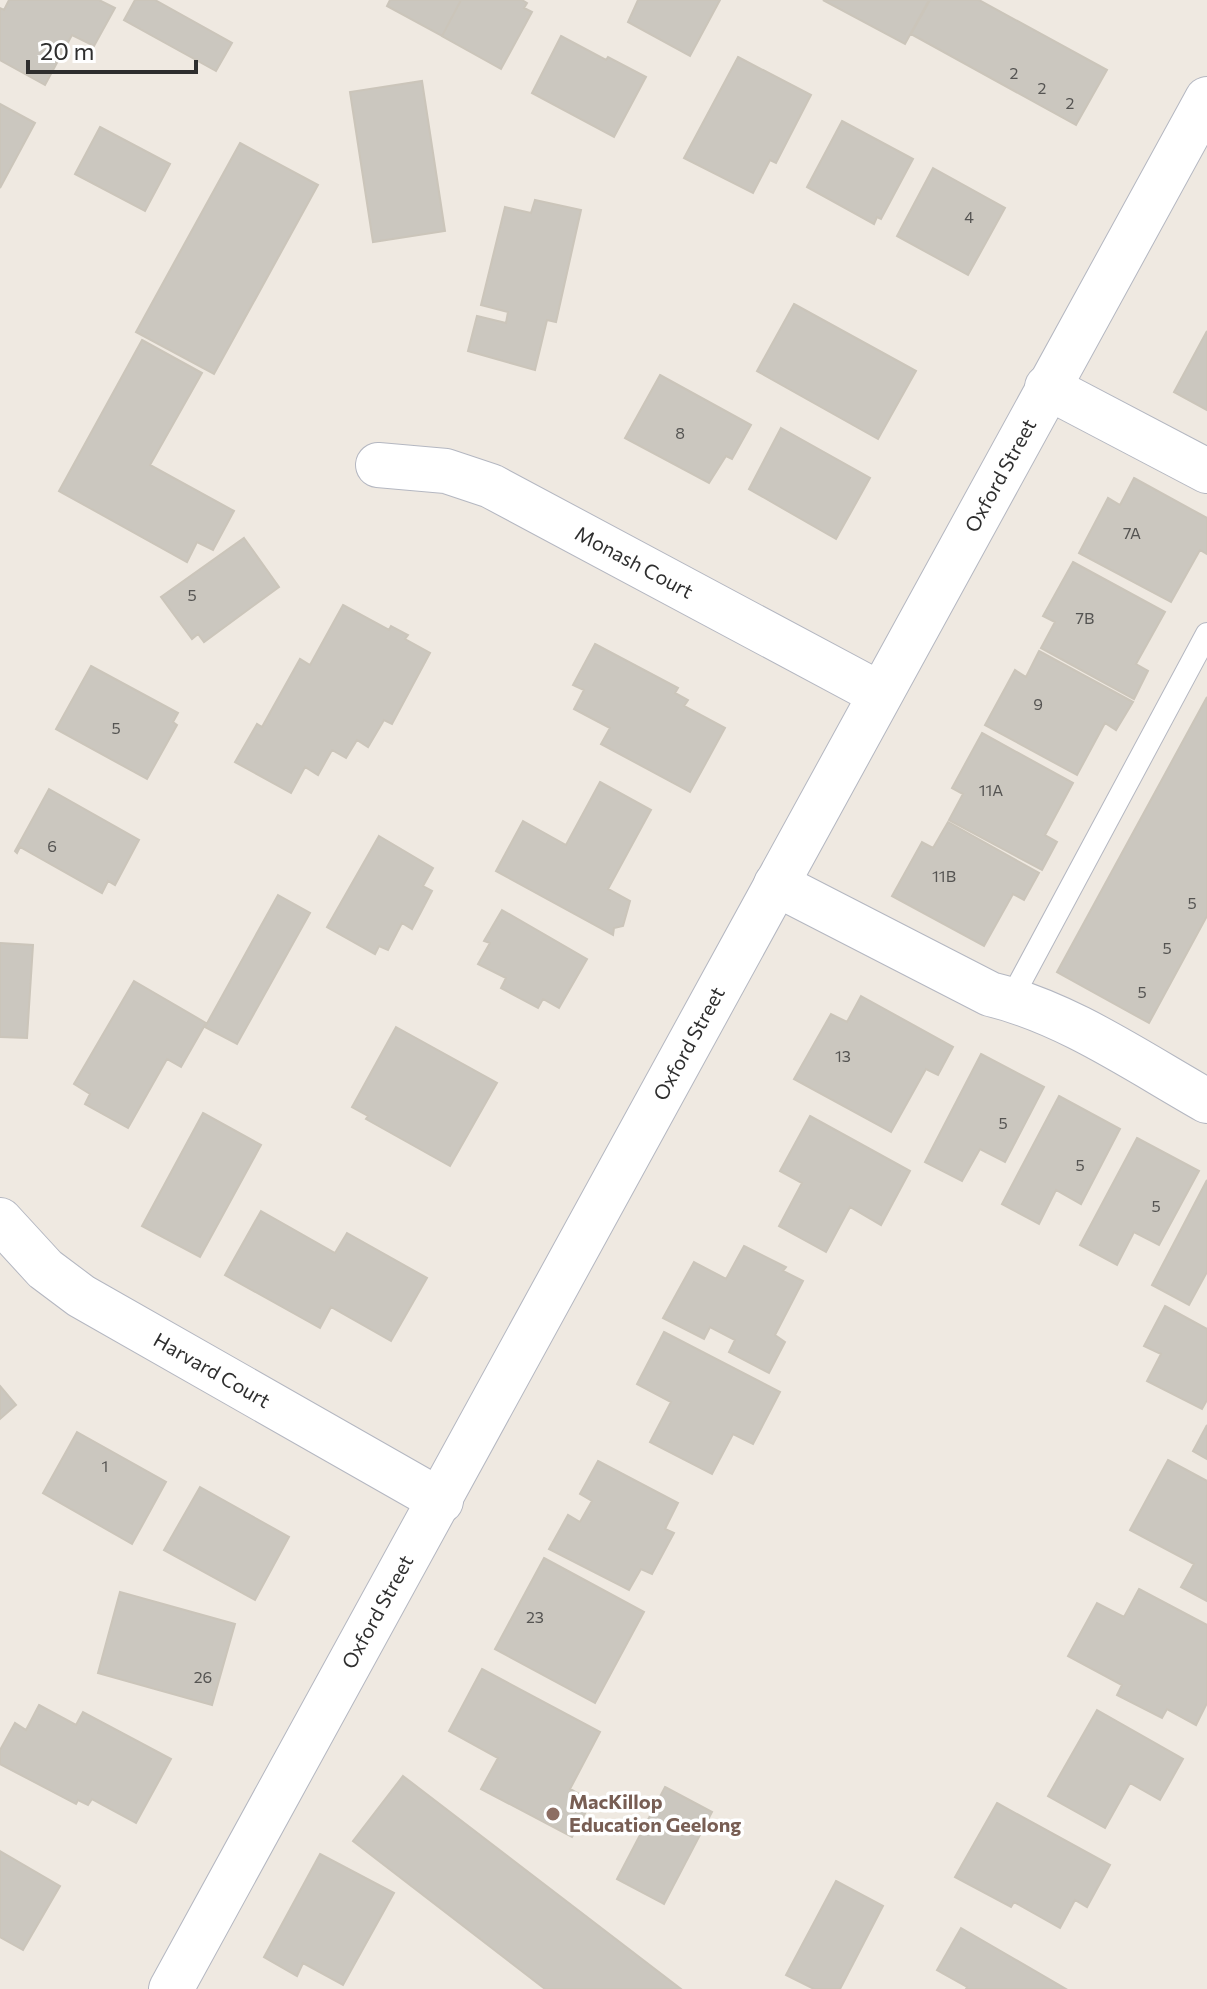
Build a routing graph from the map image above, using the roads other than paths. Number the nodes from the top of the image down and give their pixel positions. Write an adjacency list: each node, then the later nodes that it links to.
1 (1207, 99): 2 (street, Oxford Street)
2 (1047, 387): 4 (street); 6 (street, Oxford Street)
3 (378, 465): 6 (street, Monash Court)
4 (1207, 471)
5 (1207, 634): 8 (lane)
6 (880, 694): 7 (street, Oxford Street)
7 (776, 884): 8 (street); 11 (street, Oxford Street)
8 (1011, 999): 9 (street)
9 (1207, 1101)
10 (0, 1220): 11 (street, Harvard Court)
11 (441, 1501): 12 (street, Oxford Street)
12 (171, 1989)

#### What is required:
An exact copy of the listing is required, with every image removed.

#### Task output:
Build a routing graph from the map image above, using the roads other than paths. Number the nodes from the top of the image down and give their pixel positions. Write an adjacency list: each node, then the later nodes that it links to.
1 (1207, 99): 2 (street, Oxford Street)
2 (1047, 387): 4 (street); 6 (street, Oxford Street)
3 (378, 465): 6 (street, Monash Court)
4 (1207, 471)
5 (1207, 634): 8 (lane)
6 (880, 694): 7 (street, Oxford Street)
7 (776, 884): 8 (street); 11 (street, Oxford Street)
8 (1011, 999): 9 (street)
9 (1207, 1101)
10 (0, 1220): 11 (street, Harvard Court)
11 (441, 1501): 12 (street, Oxford Street)
12 (171, 1989)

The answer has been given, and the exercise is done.